The fact is, none of the standard rational arguments for the existence of God are convincing to someone who doesn’t already believe. The contention that God’s existence is self-evident and logically obvious is just self-congratulatory back-patting among the faithful. It is entirely possible to honestly and self-consistently look at the evidence and not find a reason to believe in God. It is of course also possible to be a self-righteous prat about it, as Dawkins often is.
I say all this as one of the few people (in my experience) who DID actually reason my way back out of agnosticism and into belief in God. But it was not a path of mathematical proof; it was that God seemed the most probable explanation for, well, a lot of things. But other people apply different razors and get different least hypotheses, and I can’t necessarily refute them.

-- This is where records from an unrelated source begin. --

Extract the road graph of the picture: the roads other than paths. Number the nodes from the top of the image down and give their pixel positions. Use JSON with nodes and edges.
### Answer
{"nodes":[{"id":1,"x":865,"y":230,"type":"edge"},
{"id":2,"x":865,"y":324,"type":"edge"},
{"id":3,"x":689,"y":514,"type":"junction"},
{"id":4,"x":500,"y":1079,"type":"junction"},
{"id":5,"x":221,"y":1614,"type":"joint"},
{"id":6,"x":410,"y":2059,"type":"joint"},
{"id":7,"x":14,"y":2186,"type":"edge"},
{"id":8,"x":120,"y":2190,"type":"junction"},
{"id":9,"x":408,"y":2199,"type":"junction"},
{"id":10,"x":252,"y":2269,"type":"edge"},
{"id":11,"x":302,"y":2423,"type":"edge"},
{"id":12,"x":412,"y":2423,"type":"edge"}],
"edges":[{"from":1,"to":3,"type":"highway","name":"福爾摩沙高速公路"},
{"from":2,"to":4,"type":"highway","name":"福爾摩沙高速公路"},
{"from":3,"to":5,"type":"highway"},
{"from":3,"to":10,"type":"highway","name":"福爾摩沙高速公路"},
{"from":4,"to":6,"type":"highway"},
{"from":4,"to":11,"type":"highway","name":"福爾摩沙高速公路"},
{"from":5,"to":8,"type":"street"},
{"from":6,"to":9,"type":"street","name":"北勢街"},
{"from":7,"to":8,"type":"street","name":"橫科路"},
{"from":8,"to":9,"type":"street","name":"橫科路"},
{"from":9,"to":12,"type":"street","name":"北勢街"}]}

February 28, 9:23 pm | [comment link]
9. Daniel Muth wrote:
“Ross” - I have heretofore been willing essentially to concede the point and conclude that, while belief in non-transcendent godlings requires as much faith as that in a transcendent God, your #8 has me really wondering. Is it actually faith or just metaphysical laziness that claims, utterly without evidence or argument, that the class of non-contingent, non-transcendent entities you propose could possibly exist. Since you say that you could posit such a thing, I would like some description. Would it look anything like what the “New Atheists” have put forward? As I say above, a transcendent God has to meet certain criteria. Would or wouldn’t such an entity or set of entities as you propose? If not, why not? I’m intrigued.
February 28, 10:23 pm | [comment link]
10. William Witt wrote:
I certainly do not believe that God’s existence is “self-evident” or “logically obvious.” I do think some of the traditional metaphysical arguments for the existence of God are valid.

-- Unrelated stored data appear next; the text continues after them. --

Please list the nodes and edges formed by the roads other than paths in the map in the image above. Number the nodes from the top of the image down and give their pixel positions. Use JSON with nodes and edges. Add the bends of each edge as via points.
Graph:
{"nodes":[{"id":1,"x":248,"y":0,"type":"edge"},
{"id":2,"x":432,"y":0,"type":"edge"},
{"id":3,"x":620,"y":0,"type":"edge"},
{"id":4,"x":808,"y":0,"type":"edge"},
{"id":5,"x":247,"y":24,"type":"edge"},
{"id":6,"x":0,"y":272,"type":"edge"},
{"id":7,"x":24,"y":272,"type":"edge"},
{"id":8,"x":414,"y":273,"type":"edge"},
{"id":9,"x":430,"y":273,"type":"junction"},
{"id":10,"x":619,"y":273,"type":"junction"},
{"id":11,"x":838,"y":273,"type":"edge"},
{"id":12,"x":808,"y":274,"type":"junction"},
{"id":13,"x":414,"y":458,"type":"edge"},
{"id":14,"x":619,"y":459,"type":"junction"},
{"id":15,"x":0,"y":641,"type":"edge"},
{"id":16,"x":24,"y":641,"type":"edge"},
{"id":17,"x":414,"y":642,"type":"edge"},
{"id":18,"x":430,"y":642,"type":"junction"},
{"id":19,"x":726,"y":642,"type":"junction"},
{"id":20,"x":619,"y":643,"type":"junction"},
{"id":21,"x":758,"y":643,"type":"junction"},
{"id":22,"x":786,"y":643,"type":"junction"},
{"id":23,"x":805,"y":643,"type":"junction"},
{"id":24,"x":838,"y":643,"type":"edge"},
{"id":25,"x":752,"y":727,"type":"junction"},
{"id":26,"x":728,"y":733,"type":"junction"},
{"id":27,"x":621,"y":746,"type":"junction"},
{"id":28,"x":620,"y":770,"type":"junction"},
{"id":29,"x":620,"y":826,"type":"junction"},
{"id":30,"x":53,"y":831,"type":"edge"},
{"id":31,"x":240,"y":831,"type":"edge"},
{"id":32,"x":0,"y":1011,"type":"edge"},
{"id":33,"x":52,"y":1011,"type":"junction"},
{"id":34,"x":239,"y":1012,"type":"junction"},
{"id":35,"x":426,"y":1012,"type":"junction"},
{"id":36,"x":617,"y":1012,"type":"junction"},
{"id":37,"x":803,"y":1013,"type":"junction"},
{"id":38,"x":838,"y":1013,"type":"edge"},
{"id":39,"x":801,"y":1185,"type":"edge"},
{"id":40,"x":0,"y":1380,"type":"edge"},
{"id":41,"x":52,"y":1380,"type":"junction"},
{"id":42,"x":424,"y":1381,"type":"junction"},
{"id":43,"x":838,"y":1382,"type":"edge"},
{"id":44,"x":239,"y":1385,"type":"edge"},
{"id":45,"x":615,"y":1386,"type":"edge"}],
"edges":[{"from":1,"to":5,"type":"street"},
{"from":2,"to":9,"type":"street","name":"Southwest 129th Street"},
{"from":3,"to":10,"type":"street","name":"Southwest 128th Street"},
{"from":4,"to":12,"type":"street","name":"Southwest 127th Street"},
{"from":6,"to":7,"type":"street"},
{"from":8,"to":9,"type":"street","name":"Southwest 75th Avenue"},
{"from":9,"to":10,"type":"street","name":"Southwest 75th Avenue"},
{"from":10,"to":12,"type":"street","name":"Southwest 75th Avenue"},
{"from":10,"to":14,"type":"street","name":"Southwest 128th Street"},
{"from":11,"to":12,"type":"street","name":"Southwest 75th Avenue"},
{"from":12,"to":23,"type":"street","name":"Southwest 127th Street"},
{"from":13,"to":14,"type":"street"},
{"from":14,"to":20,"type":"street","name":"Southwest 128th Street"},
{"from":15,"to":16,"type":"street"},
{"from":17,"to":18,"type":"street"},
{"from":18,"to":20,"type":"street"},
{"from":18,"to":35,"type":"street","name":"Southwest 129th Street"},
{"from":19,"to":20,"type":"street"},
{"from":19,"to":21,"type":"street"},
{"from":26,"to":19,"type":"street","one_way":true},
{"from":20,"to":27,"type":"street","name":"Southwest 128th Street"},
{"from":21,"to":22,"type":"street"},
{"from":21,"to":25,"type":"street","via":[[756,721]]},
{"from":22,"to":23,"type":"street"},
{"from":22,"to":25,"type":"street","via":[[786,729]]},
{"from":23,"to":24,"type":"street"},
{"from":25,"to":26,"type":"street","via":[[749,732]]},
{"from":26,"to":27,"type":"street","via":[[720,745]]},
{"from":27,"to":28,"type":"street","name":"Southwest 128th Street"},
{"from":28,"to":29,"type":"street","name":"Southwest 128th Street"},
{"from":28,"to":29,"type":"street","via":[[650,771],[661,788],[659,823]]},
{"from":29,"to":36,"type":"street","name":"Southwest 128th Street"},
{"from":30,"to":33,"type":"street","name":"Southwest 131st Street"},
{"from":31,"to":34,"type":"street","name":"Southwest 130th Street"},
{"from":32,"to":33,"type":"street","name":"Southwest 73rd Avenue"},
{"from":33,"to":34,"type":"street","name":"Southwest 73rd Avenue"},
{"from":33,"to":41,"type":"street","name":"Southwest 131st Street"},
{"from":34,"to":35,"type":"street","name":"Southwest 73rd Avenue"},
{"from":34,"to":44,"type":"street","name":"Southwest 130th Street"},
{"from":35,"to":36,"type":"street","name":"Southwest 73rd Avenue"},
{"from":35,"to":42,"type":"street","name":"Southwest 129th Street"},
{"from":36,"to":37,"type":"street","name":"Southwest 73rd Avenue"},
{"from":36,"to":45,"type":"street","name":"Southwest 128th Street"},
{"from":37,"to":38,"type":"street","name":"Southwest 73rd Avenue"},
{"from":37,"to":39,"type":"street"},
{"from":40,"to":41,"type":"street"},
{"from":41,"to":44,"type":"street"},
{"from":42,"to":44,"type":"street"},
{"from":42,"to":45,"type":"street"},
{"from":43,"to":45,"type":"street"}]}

I think it intuitively obvious that the properties of non-necessary existence and contingence are linked. You say that you can imagine a class of non-necessary but not contingent existents. I can say the words but I don’t know that the combination is coherent. Perhaps you are imagining something like Liebniz’s monads or Aristotle’s unmoved movers. (Aristotle thought there was more than one.) But Liebniz and Aristotle both claimed that the monads and the unmoved movers existed necessarily.

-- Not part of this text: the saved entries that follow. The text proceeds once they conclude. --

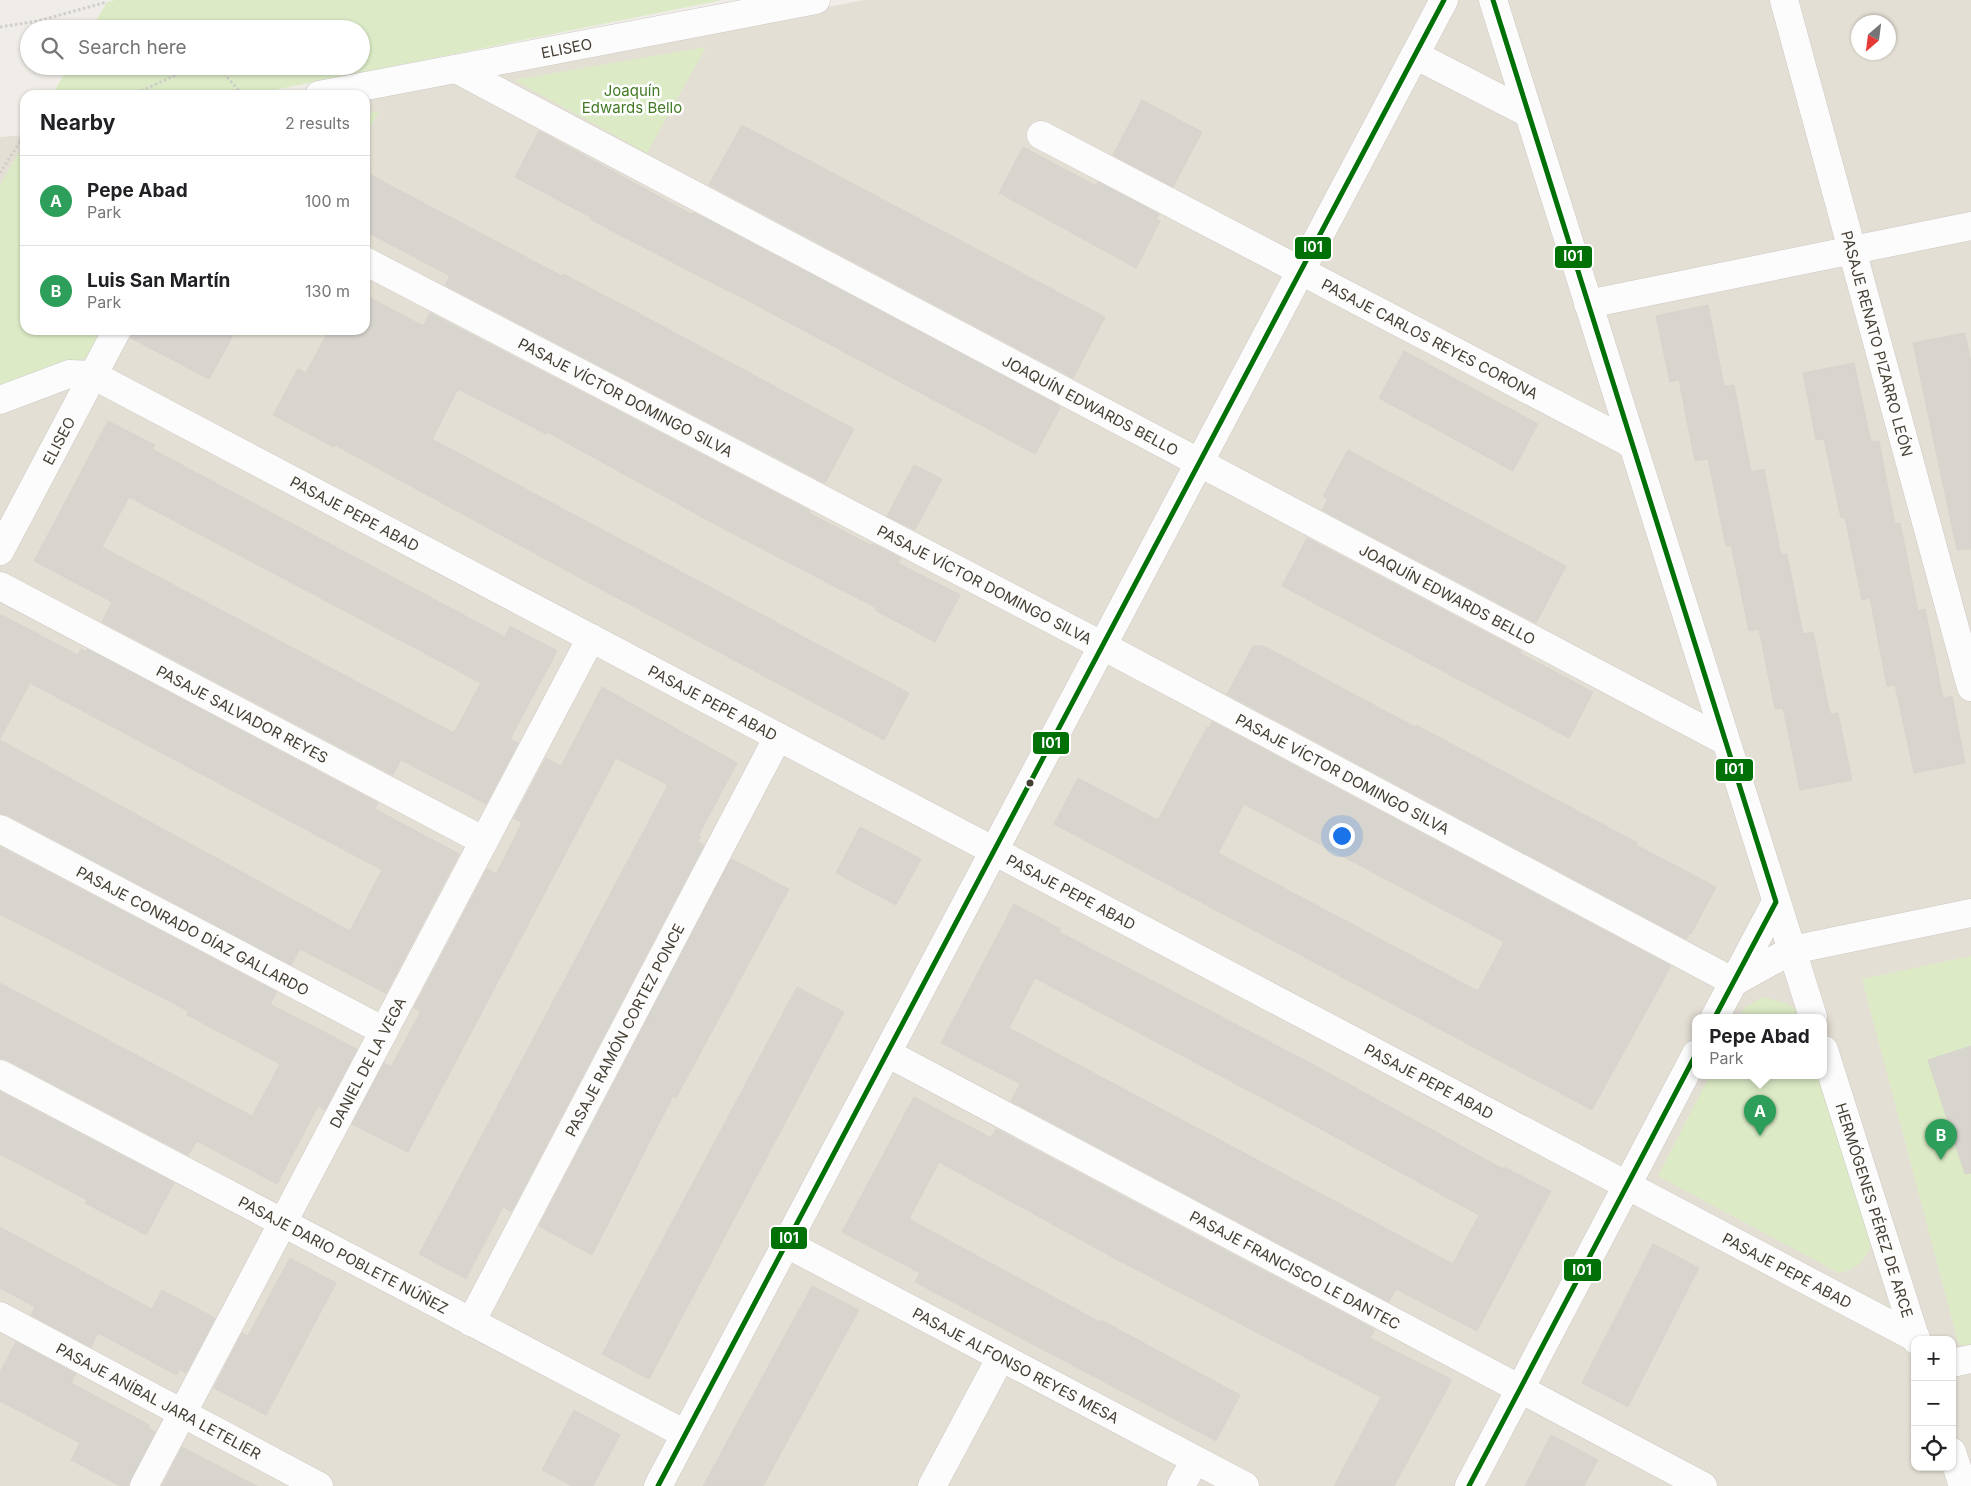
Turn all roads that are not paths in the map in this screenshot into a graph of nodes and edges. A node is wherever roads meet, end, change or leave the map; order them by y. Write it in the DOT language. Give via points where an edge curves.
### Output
graph roads {
  1 [pos="816,0"];
  2 [pos="1444,0"];
  3 [pos="1493,0"];
  4 [pos="1784,0"];
  5 [pos="1415,55"];
  6 [pos="456,69"];
  7 [pos="345,90"];
  8 [pos="1528,112"];
  9 [pos="1041,135"];
  10 [pos="1971,226"];
  11 [pos="1851,250"];
  12 [pos="370,263"];
  13 [pos="1300,272"];
  14 [pos="1588,304"];
  15 [pos="114,335"];
  16 [pos="93,375"];
  17 [pos="0,400"];
  18 [pos="1632,444"];
  19 [pos="1200,463"];
  20 [pos="0,551"];
  21 [pos="0,586"];
  22 [pos="591,638"];
  23 [pos="1103,646"];
  24 [pos="1971,687"];
  25 [pos="778,737"];
  26 [pos="1725,741"];
  27 [pos="0,830"];
  28 [pos="484,841"];
  29 [pos="994,851"];
  30 [pos="1776,902"];
  31 [pos="1971,914"];
  32 [pos="1792,950"];
  33 [pos="1734,982"];
  34 [pos="1718,1014"];
  35 [pos="1812,1014"];
  36 [pos="384,1031"];
  37 [pos="887,1053"];
  38 [pos="1827,1059"];
  39 [pos="1692,1062"];
  40 [pos="0,1074"];
  41 [pos="1627,1186"];
  42 [pos="282,1223"];
  43 [pos="787,1244"];
  44 [pos="0,1316"];
  45 [pos="472,1322"];
  46 [pos="1911,1336"];
  47 [pos="1915,1336"];
  48 [pos="1001,1357"];
  49 [pos="1971,1360"];
  50 [pos="1956,1362"];
  51 [pos="1520,1389"];
  52 [pos="183,1413"];
  53 [pos="685,1434"];
  54 [pos="1195,1460"];
  55 [pos="1956,1464"];
  56 [pos="144,1486"];
  57 [pos="319,1486"];
  58 [pos="658,1486"];
  59 [pos="932,1486"];
  60 [pos="1181,1486"];
  61 [pos="1245,1486"];
  62 [pos="1469,1486"];
  63 [pos="1703,1486"];
  64 [pos="1963,1486"];
  1 -- 6 [label="street, ELISEO"];
  2 -- 5 [label="street"];
  3 -- 8 [label="street"];
  4 -- 11 [label="street, PASAJE RENATO PIZARRO LEÓN"];
  5 -- 8 [label="street"];
  5 -- 13 [label="street"];
  6 -- 7 [label="street, ELISEO"];
  6 -- 19 [label="street, JOAQUÍN EDWARDS BELLO"];
  8 -- 14 [label="street"];
  9 -- 13 [label="street, PASAJE CARLOS REYES CORONA"];
  10 -- 11 [label="street"];
  11 -- 14 [label="street"];
  11 -- 24 [label="street, PASAJE RENATO PIZARRO LEÓN"];
  12 -- 23 [label="street, PASAJE VÍCTOR DOMINGO SILVA"];
  13 -- 18 [label="street, PASAJE CARLOS REYES CORONA"];
  13 -- 19 [label="street"];
  14 -- 18 [label="street"];
  15 -- 16 [label="street, ELISEO"];
  16 -- 17 [label="street" via="69,374"];
  16 -- 20 [label="street, ELISEO"];
  16 -- 22 [label="street, PASAJE PEPE ABAD"];
  18 -- 26 [label="street"];
  19 -- 23 [label="street"];
  19 -- 26 [label="street, JOAQUÍN EDWARDS BELLO"];
  21 -- 28 [label="street, PASAJE SALVADOR REYES"];
  22 -- 25 [label="street, PASAJE PEPE ABAD"];
  22 -- 28 [label="street, DANIEL DE LA VEGA"];
  23 -- 29 [label="street"];
  23 -- 33 [label="street, PASAJE VÍCTOR DOMINGO SILVA"];
  25 -- 29 [label="street, PASAJE PEPE ABAD"];
  25 -- 45 [label="street, PASAJE RAMÓN CORTEZ PONCE"];
  26 -- 30 [label="street"];
  27 -- 36 [label="street, PASAJE CONRADO DÍAZ GALLARDO"];
  28 -- 36 [label="street, DANIEL DE LA VEGA"];
  29 -- 37 [label="street"];
  29 -- 41 [label="street, PASAJE PEPE ABAD"];
  30 -- 32 [label="street"];
  30 -- 33 [label="street"];
  31 -- 32 [label="street"];
  32 -- 33 [label="street"];
  32 -- 35 [label="street"];
  33 -- 34 [label="street"];
  36 -- 42 [label="street, DANIEL DE LA VEGA"];
  37 -- 43 [label="street"];
  37 -- 51 [label="street, PASAJE FRANCISCO LE DANTEC"];
  38 -- 47 [label="street, HERMÓGENES PÉREZ DE ARCE"];
  39 -- 41 [label="street"];
  40 -- 42 [label="street, PASAJE DARIO POBLETE NÚÑEZ"];
  41 -- 46 [label="street, PASAJE PEPE ABAD"];
  41 -- 51 [label="street"];
  42 -- 45 [label="street, PASAJE DARIO POBLETE NÚÑEZ"];
  42 -- 52 [label="street, DANIEL DE LA VEGA"];
  43 -- 48 [label="street, PASAJE ALFONSO REYES MESA"];
  43 -- 53 [label="street"];
  44 -- 52 [label="street, PASAJE ANÍBAL JARA LETELIER"];
  45 -- 53 [label="street, PASAJE DARIO POBLETE NÚÑEZ"];
  48 -- 54 [label="street, PASAJE ALFONSO REYES MESA"];
  48 -- 59 [label="street"];
  49 -- 50 [label="street"];
  51 -- 62 [label="street"];
  51 -- 63 [label="street, PASAJE FRANCISCO LE DANTEC"];
  52 -- 56 [label="street, DANIEL DE LA VEGA"];
  52 -- 57 [label="street, PASAJE ANÍBAL JARA LETELIER"];
  53 -- 58 [label="street"];
  54 -- 60 [label="street"];
  54 -- 61 [label="street, PASAJE ALFONSO REYES MESA"];
  55 -- 64 [label="street"];
}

The chief metaphysical problem with such a claim would be explaining the correlation between such objects. Do they exist in the same universe? Do they precede and survive the big bang? Is their existence eternal? If not, how do they come into existence and cease to exist? Are the objects simple or complex in structure? If complex, does not their unity demand some source of integration of parts? If simple, how do we distinguish between one such object and another? Do they exist in space and time? How are such objects related to contingent dependent existents? Do the dependent existents rely on the non-dependent for their own existence, or on something else? Are the objects intrinsically related to one another? If related, how do we account for such relation in a way that we can speak of a single universe? Is there a metaphysical source of unity coordinating the objects? The problem of the one and the many will inevitably raise its head. A single source of transcendent unity makes a cleaner picture.
At any rate, I don’t think Dawkins & Co. are imagining that such objects exist or provide an explanation for the existence of the rest of the universe. The metaphysical claim of naturalism is that all that exists is matter in motion, that is non-necessary contingent beings. It is turtles all the way down.